Therefore, in order to overcome the defects in the prior art in the process of researching the electrical properties of macromolecules such as nucleic acid, a new model construction method for the electrical properties of polymer molecules containing the decoherence effect needs to be developed.
Disclosure of Invention
In view of the above, an object of the present invention is to provide a method for modeling electrical properties of polymer molecules including decoherence; the invention also aims to provide an application of the model of the electrical property of the polymer molecule containing the decoherence in detecting the conductivity of the polymer molecule.
In order to achieve the purpose, the invention provides the following technical scheme:
1. a method of modeling electrical properties of polymer molecules comprising decoherence, said method comprising the steps of:
(1) Obtaining structural information of a molecule to be detected;
(2) In the model, the molecule to be measured is placed between two nanoscale metal electrodes for analog electrical measurement;
(3) The structural information is used for completing Density Functional Theory (DFT) calculation in Gaussian calculation to obtain a Hamilton quantity H;
(4) Taking the interaction between electrons in the molecules to be detected, the lattice vibration of the molecules and the surrounding electromagnetic field into consideration by using a phenomenological Britt iker probe, constructing a model containing decoherence action, and obtaining a delay Green function G at the Fermi energy E r M ,
Wherein E is Fermi energy, the unit is eV, H is the Hamiltonian in the step (3), the unit is eV, I is a unit matrix with the same size as H, and the unit is 1 and sigma L r Is the leading self-energy of the left electrode and has the units of eV and Sigma R r Is the leading self-energy of the right electrode and has the units of eV and Sigma B Is the self-energy produced by the Buttiker probe in eV;
(5) A coherent transmission rate T (E) is calculated,
T(E)=Trace(Γ L G r M Γ R G a M ) (2),
wherein gamma is L And Γ R Represents the expansion of the molecular energy level in eV, G when the molecule to be measured is placed near the left electrode or the right electrode a M Is a leading Green function with the unit of eV;
(6) The relationship between the conductance G of the polymer to be tested and the fermi energy E is:
E f is the fermi level in eV;
or the effective charge transport rate T of the polymer to be tested eff The relationship to the fermi energy E is:
wherein T is LR Representing the rate of coherent charge transfer, T, between the left and right electrodes LR = T (E), nb number of probes, i =1,2, 3., (Nb + 2), j =1,2, 3., nb, T L,i Is the charge transfer rate, W, from the left electrode to site i ij -1 Is W ij Inverse matrix of, T j,R Is the charge transfer rate, T, from the right electrode to site j ij The charge transport rate from site i to site j.

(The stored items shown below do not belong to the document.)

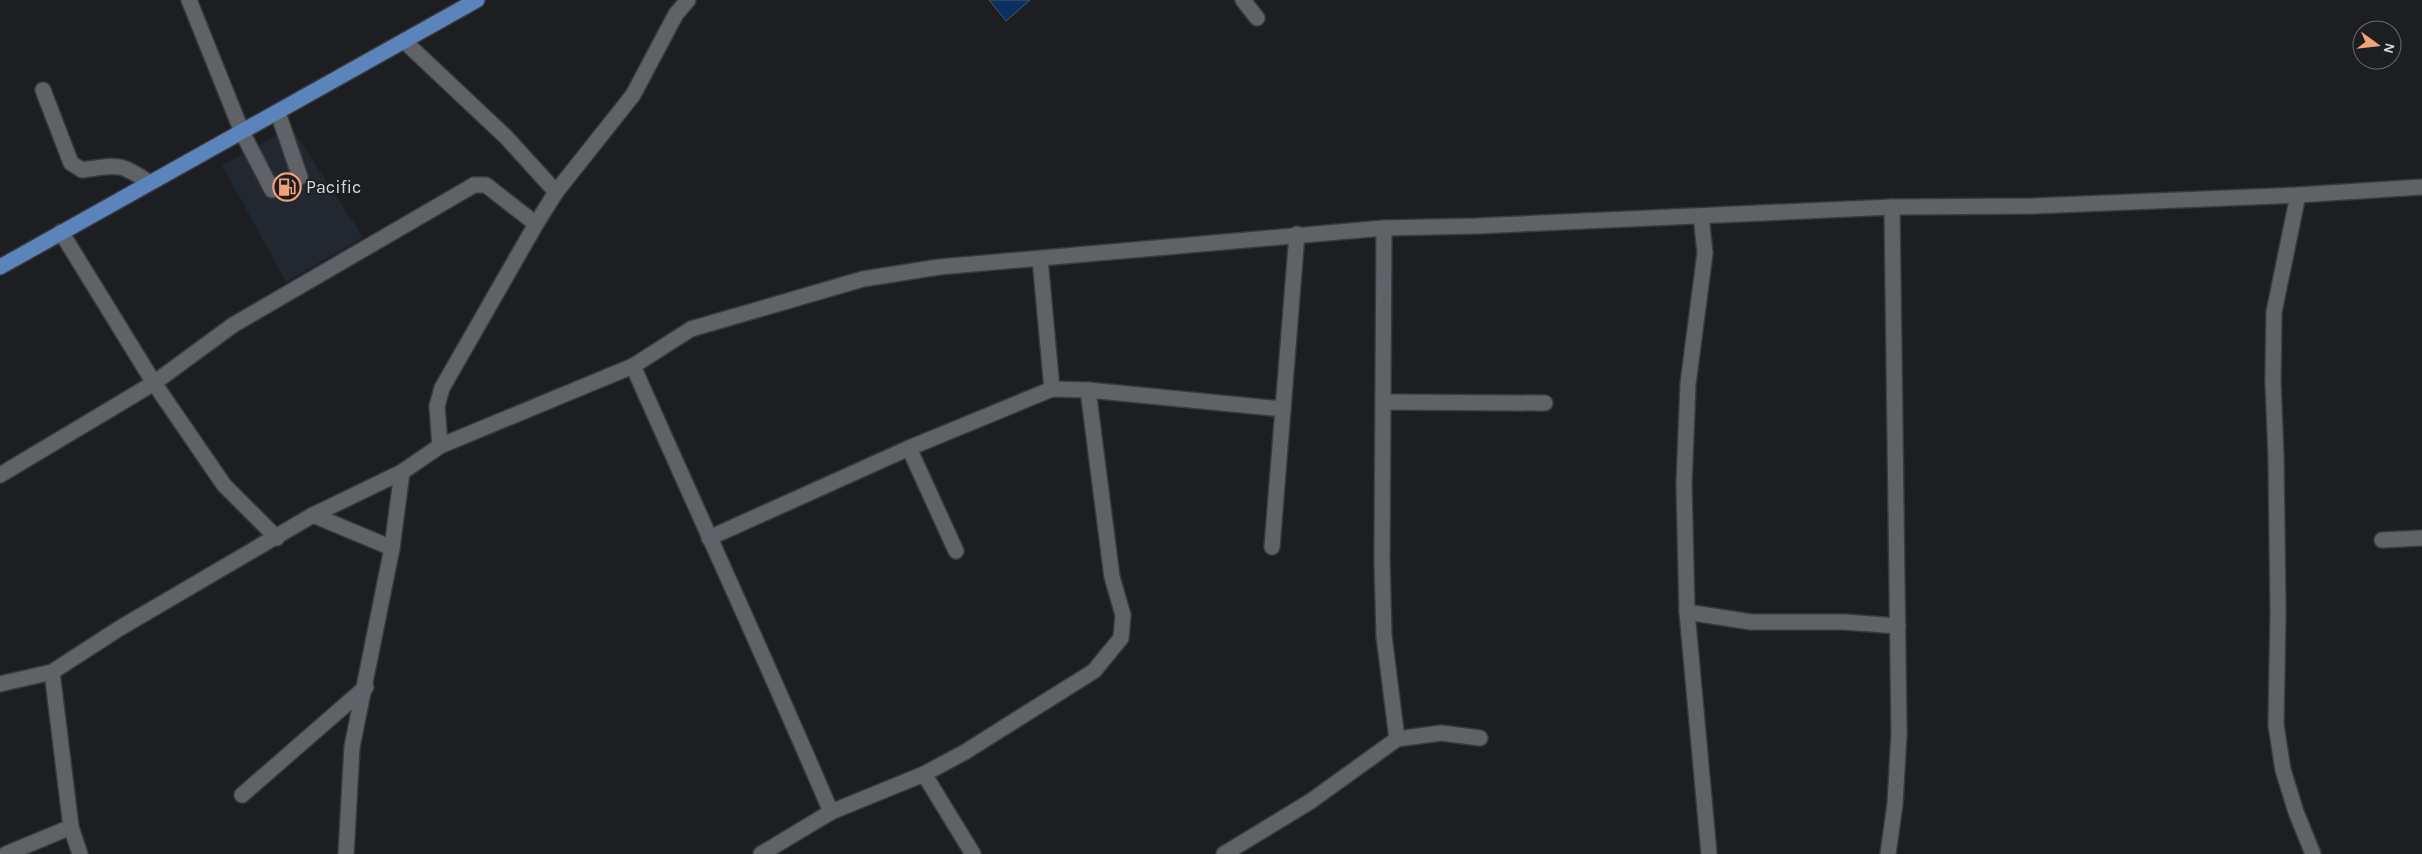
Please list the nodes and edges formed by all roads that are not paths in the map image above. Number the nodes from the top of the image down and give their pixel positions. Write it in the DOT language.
graph roads {
  1 [pos="189,0"];
  2 [pos="477,0"];
  3 [pos="688,0"];
  4 [pos="1243,0"];
  5 [pos="1257,18"];
  6 [pos="404,41"];
  7 [pos="44,90"];
  8 [pos="278,113"];
  9 [pos="242,132"];
  10 [pos="150,183"];
  11 [pos="2422,186"];
  12 [pos="556,192"];
  13 [pos="2298,195"];
  14 [pos="1892,207"];
  15 [pos="1701,216"];
  16 [pos="536,224"];
  17 [pos="1384,228"];
  18 [pos="61,232"];
  19 [pos="1297,234"];
  20 [pos="1040,259"];
  21 [pos="0,267"];
  22 [pos="633,366"];
  23 [pos="154,383"];
  24 [pos="1052,389"];
  25 [pos="1088,390"];
  26 [pos="1384,402"];
  27 [pos="1545,403"];
  28 [pos="1283,409"];
  29 [pos="440,446"];
  30 [pos="909,448"];
  31 [pos="402,472"];
  32 [pos="0,475"];
  33 [pos="313,515"];
  34 [pos="277,538"];
  35 [pos="709,538"];
  36 [pos="2422,538"];
  37 [pos="2382,540"];
  38 [pos="1272,547"];
  39 [pos="392,548"];
  40 [pos="956,551"];
  41 [pos="1687,612"];
  42 [pos="1898,626"];
  43 [pos="52,672"];
  44 [pos="0,684"];
  45 [pos="366,687"];
  46 [pos="1480,738"];
  47 [pos="1397,739"];
  48 [pos="924,774"];
  49 [pos="242,795"];
  50 [pos="831,812"];
  51 [pos="71,827"];
  52 [pos="6,854"];
  53 [pos="80,854"];
  54 [pos="346,854"];
  55 [pos="761,854"];
  56 [pos="972,854"];
  57 [pos="1224,854"];
  58 [pos="1709,854"];
  59 [pos="1888,854"];
  60 [pos="2313,854"];
  1 -- 9 [label="street"];
  2 -- 6 [label="main road"];
  3 -- 12 [label="street"];
  4 -- 5 [label="street"];
  6 -- 8 [label="main road"];
  6 -- 12 [label="street"];
  7 -- 10 [label="street"];
  8 -- 9 [label="main road"];
  8 -- 9 [label="street"];
  9 -- 10 [label="main road"];
  10 -- 18 [label="main road"];
  11 -- 13 [label="street"];
  12 -- 16 [label="street"];
  13 -- 14 [label="street"];
  13 -- 60 [label="street"];
  14 -- 15 [label="street"];
  14 -- 42 [label="street"];
  15 -- 17 [label="street"];
  15 -- 41 [label="street"];
  16 -- 23 [label="street"];
  16 -- 29 [label="street"];
  17 -- 19 [label="street"];
  17 -- 26 [label="street"];
  18 -- 21 [label="main road"];
  18 -- 23 [label="street"];
  19 -- 20 [label="street"];
  19 -- 28 [label="street"];
  20 -- 22 [label="street"];
  20 -- 24 [label="street"];
  22 -- 29 [label="street"];
  22 -- 35 [label="street"];
  23 -- 32 [label="street"];
  23 -- 34 [label="street"];
  24 -- 25 [label="street"];
  24 -- 30 [label="street"];
  25 -- 28 [label="street"];
  25 -- 48 [label="street"];
  26 -- 27 [label="street"];
  26 -- 47 [label="street"];
  28 -- 38 [label="street"];
  29 -- 31 [label="street"];
  30 -- 35 [label="street"];
  30 -- 40 [label="street"];
  31 -- 33 [label="street"];
  31 -- 39 [label="street"];
  33 -- 34 [label="street"];
  33 -- 39 [label="street"];
  34 -- 43 [label="street"];
  35 -- 50 [label="street"];
  36 -- 37 [label="street"];
  39 -- 45 [label="street"];
  41 -- 42 [label="street"];
  41 -- 58 [label="street"];
  42 -- 59 [label="street"];
  43 -- 44 [label="street"];
  43 -- 51 [label="street"];
  45 -- 49 [label="street"];
  45 -- 54 [label="street"];
  46 -- 47 [label="street"];
  47 -- 57 [label="street"];
  48 -- 50 [label="street"];
  48 -- 56 [label="street"];
  50 -- 55 [label="street"];
  51 -- 52 [label="street"];
  51 -- 53 [label="street"];
}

Preferably, the structural information in step (1) includes spatial coordinates of atoms in the polymer molecule to be detected.
Preferably, the nanoscale metal electrode in step (2) is a gold electrode.
Preferably, the hamiltonian H in step (3) is calculated as follows:
wherein H 0 Is an initial Hamiltonian matrix with the units of eV,
S 0 Is a superposition matrix with the units of eV,
H 0 And S 0 Are all calculated by the Density Functional Theory (DFT).
Preferably, the self-energy generated by the B ü ttiker probe in step (4) is calculated as follows:
∑B=∑∑i (7),
where Σ i denotes the decoherence of the ith probe, by the probe and the coherent system Γ i The coupling strength between them, i.e., Σ i = - Γ i ,Γ i The coupling strength generated by the probe and the system is expressed in eV.
Preferably, said Γ in step (5) L And gamma R The calculation is performed according to the following formula:
i represents a complex number.
Preferably, theIs delayed self-energy of left and right electrodes at energy ECalculated as follows: />
Wherein H ML(R) The sub-Hamilton quantity of the coupling between the molecule to be detected and the right electrode or the left electrode is determined in eV and H L(R)M The sub-Hamilton quantity of the coupling between the right electrode or the left electrode and the molecule to be detected is expressed in eV,
g L(R) (E) Is the green function of the retardation surface of the left or right half infinite electrode.
Preferably, said g is L(R) (E) The calculation is as follows:
wherein H LL And H RR Submatrix of Hamiltonian H, H LL The sub-Hamiltonian of the coupling between the left electrode and the left electrode in eV and H RR The sub-Hamiltonian of the coupling between the right electrode and the right electrode in eV,
I LL(RR) Is a reaction with H LL(RR) The unit matrix has the same size and the unit is 1.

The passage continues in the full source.